### Your task
Among the lines below, list those containing the string "dead".

### Supplied material
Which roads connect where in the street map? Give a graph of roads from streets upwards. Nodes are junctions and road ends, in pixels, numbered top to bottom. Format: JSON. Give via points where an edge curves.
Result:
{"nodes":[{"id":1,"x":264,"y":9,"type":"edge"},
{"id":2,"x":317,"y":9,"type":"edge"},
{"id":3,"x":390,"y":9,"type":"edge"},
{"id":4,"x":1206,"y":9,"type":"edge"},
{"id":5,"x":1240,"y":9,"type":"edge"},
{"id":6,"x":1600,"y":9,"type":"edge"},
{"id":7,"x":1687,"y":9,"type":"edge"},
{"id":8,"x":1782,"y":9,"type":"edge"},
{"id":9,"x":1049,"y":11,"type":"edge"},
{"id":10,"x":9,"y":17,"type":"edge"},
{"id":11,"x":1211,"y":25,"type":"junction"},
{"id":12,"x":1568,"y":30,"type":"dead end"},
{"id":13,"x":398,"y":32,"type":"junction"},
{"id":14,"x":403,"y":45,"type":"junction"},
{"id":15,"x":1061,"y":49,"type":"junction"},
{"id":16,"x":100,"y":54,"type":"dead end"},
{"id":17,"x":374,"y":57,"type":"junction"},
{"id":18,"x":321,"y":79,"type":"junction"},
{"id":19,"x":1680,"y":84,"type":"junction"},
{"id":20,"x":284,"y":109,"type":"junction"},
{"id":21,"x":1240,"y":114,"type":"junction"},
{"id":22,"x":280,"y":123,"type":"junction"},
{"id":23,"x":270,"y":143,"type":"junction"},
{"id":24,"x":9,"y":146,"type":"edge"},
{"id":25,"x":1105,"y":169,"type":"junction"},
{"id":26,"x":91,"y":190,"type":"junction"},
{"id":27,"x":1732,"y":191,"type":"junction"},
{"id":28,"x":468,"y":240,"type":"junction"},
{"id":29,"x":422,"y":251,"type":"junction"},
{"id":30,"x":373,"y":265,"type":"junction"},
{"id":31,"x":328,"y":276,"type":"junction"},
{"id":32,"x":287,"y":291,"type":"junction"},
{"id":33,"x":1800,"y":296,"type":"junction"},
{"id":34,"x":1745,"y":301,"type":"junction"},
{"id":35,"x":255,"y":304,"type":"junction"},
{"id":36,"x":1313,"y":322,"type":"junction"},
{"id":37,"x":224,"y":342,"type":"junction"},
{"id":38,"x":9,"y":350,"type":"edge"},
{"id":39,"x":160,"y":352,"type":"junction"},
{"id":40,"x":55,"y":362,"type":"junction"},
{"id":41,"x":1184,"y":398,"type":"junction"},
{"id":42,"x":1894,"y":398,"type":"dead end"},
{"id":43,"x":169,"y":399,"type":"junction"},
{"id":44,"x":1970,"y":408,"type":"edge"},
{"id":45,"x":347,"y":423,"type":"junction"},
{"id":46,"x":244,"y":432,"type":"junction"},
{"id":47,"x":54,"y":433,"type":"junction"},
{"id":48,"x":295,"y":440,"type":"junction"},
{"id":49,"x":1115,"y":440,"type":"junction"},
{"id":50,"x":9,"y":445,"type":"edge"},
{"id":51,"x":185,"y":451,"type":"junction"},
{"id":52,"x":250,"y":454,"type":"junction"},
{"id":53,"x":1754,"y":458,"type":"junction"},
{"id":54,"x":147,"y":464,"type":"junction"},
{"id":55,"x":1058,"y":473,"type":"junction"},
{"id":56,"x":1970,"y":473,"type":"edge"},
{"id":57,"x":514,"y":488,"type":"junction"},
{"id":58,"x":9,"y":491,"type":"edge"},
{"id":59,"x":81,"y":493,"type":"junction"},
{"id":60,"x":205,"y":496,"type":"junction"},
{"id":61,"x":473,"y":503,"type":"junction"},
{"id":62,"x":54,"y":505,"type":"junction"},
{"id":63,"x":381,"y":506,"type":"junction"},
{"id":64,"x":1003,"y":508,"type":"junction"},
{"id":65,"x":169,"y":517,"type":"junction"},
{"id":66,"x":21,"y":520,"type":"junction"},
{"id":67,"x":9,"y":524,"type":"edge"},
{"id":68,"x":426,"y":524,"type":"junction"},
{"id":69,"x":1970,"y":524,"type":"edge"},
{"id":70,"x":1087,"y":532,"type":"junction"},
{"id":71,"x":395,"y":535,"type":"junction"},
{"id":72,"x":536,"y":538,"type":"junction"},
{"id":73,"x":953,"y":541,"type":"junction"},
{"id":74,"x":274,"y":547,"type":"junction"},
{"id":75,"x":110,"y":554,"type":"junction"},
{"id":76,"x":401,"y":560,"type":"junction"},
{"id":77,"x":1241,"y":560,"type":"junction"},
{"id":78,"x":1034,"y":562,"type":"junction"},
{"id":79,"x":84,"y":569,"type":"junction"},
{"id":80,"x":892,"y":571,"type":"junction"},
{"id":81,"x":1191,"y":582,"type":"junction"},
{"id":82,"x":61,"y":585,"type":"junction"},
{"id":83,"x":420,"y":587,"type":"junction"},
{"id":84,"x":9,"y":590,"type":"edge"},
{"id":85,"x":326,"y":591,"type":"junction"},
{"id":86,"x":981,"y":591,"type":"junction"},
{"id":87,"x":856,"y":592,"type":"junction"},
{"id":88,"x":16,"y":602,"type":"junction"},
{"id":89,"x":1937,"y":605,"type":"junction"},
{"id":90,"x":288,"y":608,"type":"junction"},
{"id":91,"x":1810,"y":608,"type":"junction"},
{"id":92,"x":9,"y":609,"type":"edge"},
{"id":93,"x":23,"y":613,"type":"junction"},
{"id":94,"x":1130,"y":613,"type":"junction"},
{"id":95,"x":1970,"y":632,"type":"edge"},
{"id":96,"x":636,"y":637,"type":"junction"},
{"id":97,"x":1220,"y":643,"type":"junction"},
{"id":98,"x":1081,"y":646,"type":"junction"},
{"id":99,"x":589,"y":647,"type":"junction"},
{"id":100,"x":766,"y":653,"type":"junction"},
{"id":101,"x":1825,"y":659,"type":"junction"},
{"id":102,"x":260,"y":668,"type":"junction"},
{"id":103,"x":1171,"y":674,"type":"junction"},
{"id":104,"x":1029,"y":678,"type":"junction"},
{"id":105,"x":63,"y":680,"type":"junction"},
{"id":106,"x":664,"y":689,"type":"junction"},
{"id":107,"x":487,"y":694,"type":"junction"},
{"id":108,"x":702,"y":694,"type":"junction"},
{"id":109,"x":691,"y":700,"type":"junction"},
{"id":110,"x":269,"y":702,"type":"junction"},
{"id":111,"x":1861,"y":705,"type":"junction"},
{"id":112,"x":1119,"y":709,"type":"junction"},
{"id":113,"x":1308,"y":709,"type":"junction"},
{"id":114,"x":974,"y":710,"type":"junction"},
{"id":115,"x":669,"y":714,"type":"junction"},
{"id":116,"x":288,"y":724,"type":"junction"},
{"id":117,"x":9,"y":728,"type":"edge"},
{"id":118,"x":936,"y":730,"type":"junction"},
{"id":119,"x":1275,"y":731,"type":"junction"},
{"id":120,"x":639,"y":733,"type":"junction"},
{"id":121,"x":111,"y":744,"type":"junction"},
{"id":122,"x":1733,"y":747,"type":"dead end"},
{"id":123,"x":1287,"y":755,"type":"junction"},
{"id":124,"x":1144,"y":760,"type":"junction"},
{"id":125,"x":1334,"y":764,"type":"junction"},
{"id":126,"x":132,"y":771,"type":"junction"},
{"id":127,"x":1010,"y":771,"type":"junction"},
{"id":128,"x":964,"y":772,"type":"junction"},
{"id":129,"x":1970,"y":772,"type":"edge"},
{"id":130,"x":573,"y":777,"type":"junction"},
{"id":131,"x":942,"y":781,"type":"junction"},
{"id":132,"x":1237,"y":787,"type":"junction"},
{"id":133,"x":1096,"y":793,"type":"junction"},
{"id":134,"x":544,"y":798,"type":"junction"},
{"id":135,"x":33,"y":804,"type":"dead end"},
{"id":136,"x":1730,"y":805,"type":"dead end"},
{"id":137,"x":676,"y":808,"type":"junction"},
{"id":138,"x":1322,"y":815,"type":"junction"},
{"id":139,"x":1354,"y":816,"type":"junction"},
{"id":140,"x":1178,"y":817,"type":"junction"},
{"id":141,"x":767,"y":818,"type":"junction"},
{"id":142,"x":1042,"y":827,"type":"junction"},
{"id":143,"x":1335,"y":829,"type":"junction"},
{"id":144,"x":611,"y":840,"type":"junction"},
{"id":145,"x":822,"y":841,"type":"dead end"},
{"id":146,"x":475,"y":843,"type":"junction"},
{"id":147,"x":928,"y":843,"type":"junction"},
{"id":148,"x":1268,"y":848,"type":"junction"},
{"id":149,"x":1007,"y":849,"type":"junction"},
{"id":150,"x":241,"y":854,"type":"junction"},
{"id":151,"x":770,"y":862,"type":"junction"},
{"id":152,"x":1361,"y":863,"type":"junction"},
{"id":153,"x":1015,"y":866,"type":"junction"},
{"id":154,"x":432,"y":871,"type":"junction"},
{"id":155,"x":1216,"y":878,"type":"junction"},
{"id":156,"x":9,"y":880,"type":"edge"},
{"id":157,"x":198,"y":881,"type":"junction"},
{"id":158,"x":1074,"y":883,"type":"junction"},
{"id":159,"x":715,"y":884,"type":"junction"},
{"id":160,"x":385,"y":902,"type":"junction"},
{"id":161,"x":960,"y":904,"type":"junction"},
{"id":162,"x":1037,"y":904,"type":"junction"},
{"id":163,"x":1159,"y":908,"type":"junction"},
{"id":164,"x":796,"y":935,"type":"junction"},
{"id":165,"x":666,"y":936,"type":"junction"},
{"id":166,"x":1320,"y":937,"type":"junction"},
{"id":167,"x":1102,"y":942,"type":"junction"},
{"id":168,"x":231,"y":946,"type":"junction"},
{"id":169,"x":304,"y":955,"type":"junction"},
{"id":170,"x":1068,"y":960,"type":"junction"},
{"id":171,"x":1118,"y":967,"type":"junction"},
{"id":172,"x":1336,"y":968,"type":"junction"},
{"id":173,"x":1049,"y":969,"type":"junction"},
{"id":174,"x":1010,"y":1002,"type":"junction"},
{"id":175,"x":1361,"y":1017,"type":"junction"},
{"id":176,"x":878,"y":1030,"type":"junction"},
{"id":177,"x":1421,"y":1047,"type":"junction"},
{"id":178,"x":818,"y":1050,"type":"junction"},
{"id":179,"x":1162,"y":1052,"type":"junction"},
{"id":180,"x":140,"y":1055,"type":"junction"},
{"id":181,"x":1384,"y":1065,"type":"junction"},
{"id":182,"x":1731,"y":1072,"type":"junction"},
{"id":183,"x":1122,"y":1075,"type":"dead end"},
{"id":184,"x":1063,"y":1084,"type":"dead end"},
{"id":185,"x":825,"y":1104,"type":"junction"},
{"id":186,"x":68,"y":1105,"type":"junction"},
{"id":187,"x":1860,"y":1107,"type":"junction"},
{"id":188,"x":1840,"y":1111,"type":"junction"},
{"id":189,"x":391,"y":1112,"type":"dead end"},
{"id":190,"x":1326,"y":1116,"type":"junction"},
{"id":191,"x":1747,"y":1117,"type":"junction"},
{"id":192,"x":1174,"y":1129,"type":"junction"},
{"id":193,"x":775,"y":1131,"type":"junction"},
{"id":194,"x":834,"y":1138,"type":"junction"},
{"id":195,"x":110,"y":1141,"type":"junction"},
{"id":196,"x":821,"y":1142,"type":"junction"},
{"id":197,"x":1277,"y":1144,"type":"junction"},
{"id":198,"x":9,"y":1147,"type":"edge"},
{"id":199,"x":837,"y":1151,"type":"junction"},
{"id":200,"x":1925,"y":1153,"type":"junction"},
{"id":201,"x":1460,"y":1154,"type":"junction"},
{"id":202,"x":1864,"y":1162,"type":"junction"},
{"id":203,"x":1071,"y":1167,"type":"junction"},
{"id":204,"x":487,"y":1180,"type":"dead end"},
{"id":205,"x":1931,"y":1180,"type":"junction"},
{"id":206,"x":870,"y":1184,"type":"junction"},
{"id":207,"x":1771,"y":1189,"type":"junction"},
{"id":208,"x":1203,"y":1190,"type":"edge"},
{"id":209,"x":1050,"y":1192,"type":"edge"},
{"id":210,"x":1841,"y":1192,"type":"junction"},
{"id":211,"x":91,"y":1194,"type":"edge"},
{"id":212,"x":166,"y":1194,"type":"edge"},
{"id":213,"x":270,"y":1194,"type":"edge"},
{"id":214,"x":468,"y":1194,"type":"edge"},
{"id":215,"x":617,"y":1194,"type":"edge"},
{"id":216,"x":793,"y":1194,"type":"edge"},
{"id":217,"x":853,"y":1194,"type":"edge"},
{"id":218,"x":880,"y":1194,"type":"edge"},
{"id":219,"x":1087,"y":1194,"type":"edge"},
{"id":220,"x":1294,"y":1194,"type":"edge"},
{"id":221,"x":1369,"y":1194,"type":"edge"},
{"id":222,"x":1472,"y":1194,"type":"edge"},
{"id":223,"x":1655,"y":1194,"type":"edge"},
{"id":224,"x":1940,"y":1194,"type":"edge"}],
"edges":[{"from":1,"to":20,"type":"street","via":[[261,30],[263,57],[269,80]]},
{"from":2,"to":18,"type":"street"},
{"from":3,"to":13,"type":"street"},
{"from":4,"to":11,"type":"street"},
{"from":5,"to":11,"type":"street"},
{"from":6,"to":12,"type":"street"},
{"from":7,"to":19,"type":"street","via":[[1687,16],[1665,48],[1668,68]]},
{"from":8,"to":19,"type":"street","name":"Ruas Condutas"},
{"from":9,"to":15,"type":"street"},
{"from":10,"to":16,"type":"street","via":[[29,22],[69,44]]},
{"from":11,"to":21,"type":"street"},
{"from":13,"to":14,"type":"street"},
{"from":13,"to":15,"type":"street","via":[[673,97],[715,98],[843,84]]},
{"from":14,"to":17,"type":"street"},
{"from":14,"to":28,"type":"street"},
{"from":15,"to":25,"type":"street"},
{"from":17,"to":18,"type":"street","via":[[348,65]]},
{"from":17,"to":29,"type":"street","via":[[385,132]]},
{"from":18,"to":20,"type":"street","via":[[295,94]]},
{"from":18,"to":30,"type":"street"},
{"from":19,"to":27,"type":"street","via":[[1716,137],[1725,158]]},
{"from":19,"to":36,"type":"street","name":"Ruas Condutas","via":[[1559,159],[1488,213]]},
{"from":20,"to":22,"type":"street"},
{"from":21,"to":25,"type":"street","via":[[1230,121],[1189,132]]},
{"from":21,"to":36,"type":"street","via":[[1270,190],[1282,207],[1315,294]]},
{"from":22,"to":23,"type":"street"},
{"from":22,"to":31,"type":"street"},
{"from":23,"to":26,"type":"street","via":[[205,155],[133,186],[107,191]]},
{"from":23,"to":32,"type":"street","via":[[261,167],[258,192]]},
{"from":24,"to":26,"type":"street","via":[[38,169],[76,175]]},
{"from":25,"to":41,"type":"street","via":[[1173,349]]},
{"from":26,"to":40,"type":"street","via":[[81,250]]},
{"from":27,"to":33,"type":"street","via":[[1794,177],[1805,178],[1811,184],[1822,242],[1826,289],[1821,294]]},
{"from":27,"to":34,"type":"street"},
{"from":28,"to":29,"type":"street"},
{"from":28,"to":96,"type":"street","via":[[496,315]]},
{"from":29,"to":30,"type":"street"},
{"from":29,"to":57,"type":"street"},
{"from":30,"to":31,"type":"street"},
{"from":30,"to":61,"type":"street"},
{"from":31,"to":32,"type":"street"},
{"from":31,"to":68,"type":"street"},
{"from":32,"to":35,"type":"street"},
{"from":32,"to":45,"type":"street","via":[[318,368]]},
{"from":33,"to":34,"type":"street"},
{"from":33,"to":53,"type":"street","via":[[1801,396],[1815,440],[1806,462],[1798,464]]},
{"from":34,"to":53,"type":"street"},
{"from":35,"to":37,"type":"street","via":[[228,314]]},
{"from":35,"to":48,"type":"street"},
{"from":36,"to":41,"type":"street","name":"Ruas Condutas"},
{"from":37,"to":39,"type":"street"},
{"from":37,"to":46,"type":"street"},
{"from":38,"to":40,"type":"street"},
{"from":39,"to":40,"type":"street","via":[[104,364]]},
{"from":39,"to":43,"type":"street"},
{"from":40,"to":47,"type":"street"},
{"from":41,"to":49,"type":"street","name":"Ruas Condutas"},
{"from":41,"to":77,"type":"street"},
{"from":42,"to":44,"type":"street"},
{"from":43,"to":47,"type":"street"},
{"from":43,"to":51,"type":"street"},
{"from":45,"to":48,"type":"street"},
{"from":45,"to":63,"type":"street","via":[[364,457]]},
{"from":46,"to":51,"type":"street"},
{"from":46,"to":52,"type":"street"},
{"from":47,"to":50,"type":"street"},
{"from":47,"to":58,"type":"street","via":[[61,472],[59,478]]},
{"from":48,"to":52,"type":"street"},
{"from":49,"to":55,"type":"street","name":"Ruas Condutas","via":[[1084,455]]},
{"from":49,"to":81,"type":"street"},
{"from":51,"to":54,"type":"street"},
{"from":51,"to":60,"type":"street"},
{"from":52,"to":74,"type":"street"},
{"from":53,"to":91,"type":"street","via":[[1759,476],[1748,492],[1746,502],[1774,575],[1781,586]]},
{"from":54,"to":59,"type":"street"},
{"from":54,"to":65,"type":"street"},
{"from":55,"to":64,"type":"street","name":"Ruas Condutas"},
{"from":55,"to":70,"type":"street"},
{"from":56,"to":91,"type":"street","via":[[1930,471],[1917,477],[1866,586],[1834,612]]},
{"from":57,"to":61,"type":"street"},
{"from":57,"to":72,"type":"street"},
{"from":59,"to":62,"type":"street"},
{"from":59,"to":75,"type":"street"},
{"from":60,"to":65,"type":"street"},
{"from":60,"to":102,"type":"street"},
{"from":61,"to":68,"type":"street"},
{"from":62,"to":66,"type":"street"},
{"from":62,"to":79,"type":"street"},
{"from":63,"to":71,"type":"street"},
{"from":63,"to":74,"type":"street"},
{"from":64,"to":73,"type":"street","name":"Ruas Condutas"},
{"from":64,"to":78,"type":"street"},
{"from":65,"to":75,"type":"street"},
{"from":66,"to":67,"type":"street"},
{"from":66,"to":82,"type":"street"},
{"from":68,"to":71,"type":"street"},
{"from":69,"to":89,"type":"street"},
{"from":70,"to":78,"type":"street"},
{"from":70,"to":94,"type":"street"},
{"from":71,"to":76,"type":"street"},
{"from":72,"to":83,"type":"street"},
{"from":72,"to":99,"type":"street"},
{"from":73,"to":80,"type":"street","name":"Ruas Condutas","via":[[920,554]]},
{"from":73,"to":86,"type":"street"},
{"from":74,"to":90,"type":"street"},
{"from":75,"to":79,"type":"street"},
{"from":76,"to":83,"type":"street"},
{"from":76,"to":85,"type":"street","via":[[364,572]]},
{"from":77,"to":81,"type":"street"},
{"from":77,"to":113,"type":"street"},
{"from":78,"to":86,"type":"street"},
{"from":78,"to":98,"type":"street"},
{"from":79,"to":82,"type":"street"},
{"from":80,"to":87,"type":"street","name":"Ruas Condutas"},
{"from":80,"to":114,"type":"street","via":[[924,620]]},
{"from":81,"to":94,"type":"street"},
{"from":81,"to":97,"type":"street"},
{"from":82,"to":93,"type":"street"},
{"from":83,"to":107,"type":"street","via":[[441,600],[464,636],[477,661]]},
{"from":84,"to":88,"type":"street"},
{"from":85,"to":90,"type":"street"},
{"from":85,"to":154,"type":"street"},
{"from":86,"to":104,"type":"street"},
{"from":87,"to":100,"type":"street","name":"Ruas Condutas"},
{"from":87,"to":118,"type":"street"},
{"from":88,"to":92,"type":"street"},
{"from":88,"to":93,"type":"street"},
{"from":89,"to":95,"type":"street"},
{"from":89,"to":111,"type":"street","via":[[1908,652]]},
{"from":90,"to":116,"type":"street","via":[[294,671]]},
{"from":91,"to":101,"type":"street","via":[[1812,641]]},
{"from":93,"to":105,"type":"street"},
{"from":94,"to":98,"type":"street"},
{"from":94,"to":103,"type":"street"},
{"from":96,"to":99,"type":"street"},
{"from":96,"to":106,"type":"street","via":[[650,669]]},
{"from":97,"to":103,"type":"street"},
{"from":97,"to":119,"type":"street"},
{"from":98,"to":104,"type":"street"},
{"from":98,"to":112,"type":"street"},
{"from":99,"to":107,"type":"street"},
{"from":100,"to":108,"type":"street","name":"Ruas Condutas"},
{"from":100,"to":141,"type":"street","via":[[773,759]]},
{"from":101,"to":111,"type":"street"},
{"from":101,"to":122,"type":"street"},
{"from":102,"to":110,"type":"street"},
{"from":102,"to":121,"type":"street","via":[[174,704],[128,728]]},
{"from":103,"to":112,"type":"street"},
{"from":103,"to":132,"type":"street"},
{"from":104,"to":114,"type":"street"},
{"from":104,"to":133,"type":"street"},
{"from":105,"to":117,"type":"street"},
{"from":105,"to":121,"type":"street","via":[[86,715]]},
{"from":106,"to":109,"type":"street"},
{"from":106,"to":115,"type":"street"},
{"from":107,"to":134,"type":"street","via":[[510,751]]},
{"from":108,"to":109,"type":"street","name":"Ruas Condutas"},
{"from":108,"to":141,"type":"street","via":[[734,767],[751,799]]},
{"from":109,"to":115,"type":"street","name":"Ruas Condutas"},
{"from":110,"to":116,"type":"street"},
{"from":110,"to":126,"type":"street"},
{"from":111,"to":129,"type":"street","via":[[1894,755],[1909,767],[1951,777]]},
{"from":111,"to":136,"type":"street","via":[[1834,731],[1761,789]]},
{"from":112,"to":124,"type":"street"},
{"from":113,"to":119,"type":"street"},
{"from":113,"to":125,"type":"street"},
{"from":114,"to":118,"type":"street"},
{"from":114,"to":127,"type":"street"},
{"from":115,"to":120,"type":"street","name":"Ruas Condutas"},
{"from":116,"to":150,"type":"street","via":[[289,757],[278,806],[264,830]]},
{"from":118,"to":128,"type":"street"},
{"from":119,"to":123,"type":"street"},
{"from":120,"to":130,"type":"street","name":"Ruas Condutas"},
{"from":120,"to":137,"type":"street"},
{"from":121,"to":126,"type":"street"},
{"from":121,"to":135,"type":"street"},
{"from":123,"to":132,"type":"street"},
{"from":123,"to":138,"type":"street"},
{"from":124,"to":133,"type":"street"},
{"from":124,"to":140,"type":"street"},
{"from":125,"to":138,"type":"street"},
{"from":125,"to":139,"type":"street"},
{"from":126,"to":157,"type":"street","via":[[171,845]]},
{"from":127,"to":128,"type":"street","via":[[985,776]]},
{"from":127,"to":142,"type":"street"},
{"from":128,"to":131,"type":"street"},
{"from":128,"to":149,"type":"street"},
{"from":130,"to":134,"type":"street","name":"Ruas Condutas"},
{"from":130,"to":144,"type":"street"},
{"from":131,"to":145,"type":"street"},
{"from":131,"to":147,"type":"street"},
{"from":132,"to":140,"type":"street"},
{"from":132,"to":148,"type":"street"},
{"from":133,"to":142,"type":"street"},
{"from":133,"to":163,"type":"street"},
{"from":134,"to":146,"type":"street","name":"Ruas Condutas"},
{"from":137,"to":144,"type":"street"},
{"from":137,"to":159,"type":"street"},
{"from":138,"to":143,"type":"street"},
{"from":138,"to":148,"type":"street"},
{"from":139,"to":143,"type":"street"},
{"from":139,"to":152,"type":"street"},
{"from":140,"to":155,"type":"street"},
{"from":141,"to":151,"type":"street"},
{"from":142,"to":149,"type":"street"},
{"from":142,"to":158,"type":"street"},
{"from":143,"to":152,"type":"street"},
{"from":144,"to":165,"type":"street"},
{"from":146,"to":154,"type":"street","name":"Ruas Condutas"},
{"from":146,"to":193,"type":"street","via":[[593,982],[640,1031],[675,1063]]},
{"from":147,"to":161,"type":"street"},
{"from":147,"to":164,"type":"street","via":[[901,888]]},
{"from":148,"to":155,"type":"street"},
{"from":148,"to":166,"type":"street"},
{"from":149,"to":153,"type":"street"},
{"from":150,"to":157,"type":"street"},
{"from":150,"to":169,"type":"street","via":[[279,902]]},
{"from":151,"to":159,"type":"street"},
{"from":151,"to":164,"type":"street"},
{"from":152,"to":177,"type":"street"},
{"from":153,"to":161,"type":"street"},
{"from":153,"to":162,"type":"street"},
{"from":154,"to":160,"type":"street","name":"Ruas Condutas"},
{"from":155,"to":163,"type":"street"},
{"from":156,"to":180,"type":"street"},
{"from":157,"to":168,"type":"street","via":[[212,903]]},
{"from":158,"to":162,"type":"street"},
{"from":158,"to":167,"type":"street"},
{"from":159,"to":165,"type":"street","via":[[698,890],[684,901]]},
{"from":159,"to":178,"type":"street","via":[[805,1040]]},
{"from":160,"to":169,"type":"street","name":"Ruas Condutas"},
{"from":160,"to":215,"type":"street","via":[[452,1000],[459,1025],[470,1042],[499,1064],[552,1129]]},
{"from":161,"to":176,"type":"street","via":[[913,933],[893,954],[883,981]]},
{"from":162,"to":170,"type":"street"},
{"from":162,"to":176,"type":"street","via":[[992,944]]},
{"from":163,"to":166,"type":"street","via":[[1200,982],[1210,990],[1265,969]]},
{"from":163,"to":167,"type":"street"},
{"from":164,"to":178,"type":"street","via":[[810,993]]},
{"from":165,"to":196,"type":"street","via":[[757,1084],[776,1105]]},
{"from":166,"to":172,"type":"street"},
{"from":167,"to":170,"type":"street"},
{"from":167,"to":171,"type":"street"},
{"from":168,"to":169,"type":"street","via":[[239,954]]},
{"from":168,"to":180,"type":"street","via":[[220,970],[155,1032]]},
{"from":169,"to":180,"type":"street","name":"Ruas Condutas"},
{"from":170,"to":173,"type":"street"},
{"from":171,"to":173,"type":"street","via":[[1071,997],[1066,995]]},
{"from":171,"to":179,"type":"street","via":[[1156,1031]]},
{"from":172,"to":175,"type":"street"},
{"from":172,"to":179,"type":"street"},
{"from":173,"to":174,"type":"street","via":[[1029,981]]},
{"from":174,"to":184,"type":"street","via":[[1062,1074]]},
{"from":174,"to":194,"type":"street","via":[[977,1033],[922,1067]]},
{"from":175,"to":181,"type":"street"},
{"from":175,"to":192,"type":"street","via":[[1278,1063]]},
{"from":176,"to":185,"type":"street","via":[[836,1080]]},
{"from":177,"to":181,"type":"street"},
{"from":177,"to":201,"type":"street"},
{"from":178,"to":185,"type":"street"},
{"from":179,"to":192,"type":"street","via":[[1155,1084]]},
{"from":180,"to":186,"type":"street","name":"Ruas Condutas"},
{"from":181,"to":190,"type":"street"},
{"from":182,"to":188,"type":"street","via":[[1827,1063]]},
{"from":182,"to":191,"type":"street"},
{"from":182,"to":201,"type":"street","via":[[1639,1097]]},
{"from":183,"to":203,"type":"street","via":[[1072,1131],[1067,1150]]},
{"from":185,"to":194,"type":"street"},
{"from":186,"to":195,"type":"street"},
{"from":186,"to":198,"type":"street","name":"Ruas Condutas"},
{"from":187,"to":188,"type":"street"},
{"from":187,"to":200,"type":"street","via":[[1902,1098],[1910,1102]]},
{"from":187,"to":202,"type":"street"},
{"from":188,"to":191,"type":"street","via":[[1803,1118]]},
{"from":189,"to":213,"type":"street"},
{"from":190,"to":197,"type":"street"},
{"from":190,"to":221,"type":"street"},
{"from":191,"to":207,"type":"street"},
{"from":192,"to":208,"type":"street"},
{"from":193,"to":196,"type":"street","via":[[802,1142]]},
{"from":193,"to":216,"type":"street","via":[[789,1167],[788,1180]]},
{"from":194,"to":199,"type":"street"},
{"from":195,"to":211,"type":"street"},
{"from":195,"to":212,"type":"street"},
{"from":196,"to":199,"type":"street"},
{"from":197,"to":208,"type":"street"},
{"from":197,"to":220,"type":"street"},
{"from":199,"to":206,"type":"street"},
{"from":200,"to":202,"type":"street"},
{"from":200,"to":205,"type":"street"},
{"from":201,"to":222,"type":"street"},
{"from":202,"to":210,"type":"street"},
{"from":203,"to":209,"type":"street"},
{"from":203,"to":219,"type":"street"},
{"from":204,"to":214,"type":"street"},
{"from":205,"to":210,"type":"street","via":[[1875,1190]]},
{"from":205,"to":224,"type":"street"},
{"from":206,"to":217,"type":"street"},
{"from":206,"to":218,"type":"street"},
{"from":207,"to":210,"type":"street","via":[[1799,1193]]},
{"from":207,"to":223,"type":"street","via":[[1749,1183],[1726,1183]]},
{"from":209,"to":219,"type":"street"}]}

### Answer below
{"id":12,"x":1568,"y":30,"type":"dead end"},
{"id":16,"x":100,"y":54,"type":"dead end"},
{"id":42,"x":1894,"y":398,"type":"dead end"},
{"id":122,"x":1733,"y":747,"type":"dead end"},
{"id":135,"x":33,"y":804,"type":"dead end"},
{"id":136,"x":1730,"y":805,"type":"dead end"},
{"id":145,"x":822,"y":841,"type":"dead end"},
{"id":183,"x":1122,"y":1075,"type":"dead end"},
{"id":184,"x":1063,"y":1084,"type":"dead end"},
{"id":189,"x":391,"y":1112,"type":"dead end"},
{"id":204,"x":487,"y":1180,"type":"dead end"},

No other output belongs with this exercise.